▶ **PROBLEM REQUIREMENTS**
Copy, from the entries below, each line where the word "دوازدهم" can be found.
· · · · ·
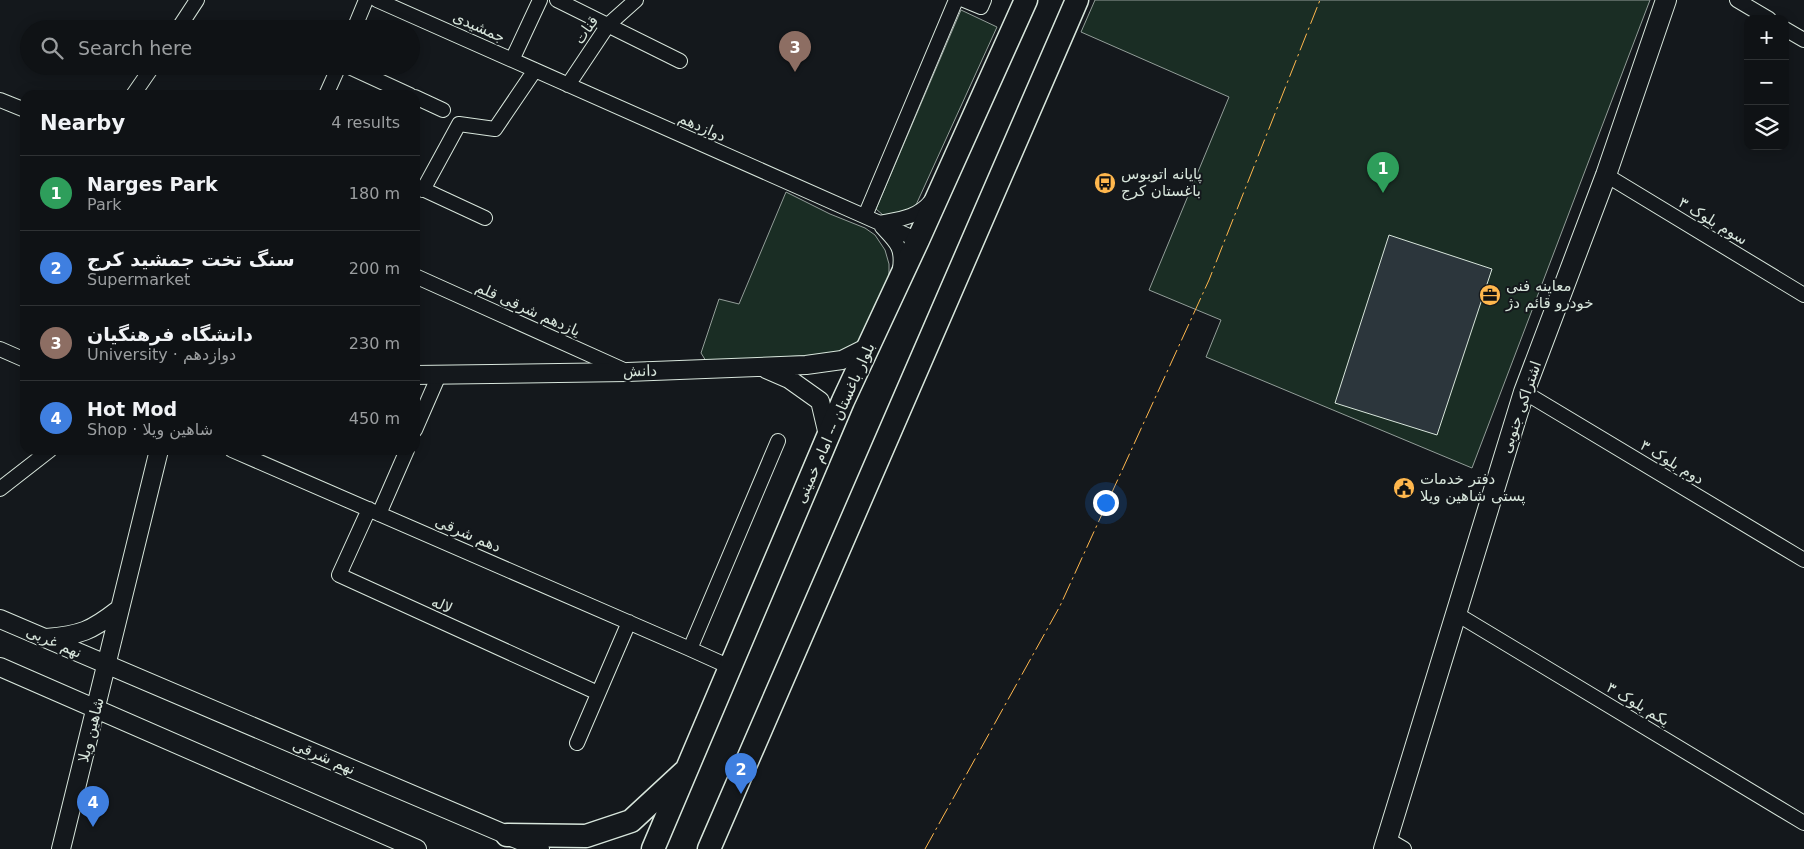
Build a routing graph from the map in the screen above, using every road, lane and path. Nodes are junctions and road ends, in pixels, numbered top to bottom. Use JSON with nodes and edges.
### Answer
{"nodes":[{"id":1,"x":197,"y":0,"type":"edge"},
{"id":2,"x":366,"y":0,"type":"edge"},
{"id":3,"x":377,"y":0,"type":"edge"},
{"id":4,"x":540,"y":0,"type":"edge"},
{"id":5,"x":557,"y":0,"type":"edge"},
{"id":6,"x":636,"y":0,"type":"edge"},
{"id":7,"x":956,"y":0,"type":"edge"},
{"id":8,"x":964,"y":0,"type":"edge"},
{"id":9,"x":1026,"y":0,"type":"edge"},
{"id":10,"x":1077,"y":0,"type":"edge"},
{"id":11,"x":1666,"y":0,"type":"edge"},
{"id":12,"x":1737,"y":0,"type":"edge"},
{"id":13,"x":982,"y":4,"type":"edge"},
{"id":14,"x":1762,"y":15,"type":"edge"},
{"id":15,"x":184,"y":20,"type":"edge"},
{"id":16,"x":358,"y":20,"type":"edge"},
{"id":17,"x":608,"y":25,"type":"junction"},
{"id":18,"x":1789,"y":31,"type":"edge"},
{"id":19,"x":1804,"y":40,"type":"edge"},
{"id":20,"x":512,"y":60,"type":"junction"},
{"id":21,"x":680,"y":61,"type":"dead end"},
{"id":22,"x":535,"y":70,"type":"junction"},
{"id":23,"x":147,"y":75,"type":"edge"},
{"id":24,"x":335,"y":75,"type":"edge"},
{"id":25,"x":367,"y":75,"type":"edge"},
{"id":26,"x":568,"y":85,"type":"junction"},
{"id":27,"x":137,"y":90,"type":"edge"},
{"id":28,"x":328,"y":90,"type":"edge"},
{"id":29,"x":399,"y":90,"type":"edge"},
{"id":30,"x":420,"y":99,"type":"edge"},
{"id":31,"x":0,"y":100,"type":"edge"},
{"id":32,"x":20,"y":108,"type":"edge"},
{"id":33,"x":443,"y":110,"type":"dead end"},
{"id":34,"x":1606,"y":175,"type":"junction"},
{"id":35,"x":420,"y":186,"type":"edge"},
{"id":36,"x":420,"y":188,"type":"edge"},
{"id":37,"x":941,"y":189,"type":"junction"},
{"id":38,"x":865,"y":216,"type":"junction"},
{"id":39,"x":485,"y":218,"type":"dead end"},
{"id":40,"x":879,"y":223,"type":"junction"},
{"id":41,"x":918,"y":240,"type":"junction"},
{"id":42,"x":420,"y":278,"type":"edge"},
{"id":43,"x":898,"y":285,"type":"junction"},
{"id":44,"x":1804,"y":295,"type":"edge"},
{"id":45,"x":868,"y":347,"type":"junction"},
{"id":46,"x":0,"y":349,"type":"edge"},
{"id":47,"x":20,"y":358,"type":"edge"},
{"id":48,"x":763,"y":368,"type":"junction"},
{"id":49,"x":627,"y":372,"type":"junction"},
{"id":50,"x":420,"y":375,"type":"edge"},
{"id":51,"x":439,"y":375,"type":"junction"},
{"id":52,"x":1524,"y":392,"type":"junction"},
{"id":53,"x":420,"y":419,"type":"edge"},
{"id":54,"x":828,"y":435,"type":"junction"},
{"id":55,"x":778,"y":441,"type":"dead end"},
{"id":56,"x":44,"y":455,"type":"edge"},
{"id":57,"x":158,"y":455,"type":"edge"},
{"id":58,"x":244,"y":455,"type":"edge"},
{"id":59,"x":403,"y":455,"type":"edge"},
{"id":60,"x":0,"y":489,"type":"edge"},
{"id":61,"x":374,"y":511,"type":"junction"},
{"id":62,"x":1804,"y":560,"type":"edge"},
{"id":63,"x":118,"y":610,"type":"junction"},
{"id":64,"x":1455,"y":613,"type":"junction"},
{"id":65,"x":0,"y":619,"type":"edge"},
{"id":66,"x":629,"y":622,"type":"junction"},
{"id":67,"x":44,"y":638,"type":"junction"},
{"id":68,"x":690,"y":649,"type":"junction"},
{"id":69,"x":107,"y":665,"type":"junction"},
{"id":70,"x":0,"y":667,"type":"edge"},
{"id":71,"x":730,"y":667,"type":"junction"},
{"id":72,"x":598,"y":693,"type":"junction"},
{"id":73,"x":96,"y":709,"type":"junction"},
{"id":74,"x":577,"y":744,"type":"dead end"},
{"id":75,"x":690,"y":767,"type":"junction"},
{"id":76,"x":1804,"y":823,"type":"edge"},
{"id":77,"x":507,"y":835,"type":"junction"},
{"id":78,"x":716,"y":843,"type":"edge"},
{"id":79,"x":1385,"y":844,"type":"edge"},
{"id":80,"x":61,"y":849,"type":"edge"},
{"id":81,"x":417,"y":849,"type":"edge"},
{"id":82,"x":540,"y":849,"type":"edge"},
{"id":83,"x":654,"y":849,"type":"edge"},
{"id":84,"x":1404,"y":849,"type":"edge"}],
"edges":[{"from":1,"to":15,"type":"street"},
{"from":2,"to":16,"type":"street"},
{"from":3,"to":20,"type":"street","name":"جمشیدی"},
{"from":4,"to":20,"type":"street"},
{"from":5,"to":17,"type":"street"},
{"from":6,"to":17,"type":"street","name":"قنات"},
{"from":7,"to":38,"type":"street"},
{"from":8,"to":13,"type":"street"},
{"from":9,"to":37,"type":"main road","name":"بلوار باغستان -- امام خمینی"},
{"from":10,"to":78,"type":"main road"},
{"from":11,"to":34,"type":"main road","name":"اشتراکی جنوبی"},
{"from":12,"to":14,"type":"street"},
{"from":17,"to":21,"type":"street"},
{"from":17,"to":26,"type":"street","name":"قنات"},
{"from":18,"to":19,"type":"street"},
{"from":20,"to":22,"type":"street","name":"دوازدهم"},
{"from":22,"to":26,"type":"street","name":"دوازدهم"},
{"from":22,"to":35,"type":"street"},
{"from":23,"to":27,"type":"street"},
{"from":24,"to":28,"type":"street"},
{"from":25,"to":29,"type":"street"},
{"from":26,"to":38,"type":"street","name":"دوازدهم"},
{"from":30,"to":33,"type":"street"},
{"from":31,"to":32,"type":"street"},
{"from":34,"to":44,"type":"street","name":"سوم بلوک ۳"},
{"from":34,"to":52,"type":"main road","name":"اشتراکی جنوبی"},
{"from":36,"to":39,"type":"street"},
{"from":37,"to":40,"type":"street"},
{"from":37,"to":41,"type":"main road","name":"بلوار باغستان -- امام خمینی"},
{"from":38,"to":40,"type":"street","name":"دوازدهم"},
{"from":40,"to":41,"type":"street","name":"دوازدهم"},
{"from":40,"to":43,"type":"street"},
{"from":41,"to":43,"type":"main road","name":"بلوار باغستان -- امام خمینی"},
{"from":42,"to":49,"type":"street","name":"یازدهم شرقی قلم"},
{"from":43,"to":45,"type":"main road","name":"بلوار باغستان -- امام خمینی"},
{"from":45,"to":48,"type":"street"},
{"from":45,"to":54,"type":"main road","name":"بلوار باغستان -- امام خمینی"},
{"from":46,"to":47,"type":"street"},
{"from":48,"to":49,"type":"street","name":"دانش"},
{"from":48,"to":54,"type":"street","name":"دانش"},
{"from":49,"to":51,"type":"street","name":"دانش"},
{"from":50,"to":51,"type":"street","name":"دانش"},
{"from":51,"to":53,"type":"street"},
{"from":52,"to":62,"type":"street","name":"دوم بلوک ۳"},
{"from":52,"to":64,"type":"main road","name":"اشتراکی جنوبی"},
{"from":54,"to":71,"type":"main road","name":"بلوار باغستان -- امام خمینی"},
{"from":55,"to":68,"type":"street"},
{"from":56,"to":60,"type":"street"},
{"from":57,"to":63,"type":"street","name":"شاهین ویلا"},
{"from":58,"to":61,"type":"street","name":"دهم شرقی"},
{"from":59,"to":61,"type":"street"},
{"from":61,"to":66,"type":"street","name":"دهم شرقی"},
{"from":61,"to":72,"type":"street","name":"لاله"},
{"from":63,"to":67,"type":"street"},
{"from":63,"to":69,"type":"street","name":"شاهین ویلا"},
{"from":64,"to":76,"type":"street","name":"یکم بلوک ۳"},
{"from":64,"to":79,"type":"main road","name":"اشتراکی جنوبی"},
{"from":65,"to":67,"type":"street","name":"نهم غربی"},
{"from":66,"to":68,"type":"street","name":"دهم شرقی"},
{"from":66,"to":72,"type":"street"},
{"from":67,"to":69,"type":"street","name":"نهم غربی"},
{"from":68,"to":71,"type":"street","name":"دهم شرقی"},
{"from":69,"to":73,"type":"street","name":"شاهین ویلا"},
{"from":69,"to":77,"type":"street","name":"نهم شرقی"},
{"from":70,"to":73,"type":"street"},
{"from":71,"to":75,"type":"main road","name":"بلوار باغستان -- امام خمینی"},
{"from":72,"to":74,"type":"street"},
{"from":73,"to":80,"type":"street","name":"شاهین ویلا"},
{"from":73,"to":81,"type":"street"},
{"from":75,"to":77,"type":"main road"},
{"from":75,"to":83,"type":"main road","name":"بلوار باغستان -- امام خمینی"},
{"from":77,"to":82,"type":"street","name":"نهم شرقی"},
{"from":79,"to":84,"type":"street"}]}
· · · · ·
▶ **SOLUTION**
{"from":20,"to":22,"type":"street","name":"دوازدهم"},
{"from":22,"to":26,"type":"street","name":"دوازدهم"},
{"from":26,"to":38,"type":"street","name":"دوازدهم"},
{"from":38,"to":40,"type":"street","name":"دوازدهم"},
{"from":40,"to":41,"type":"street","name":"دوازدهم"},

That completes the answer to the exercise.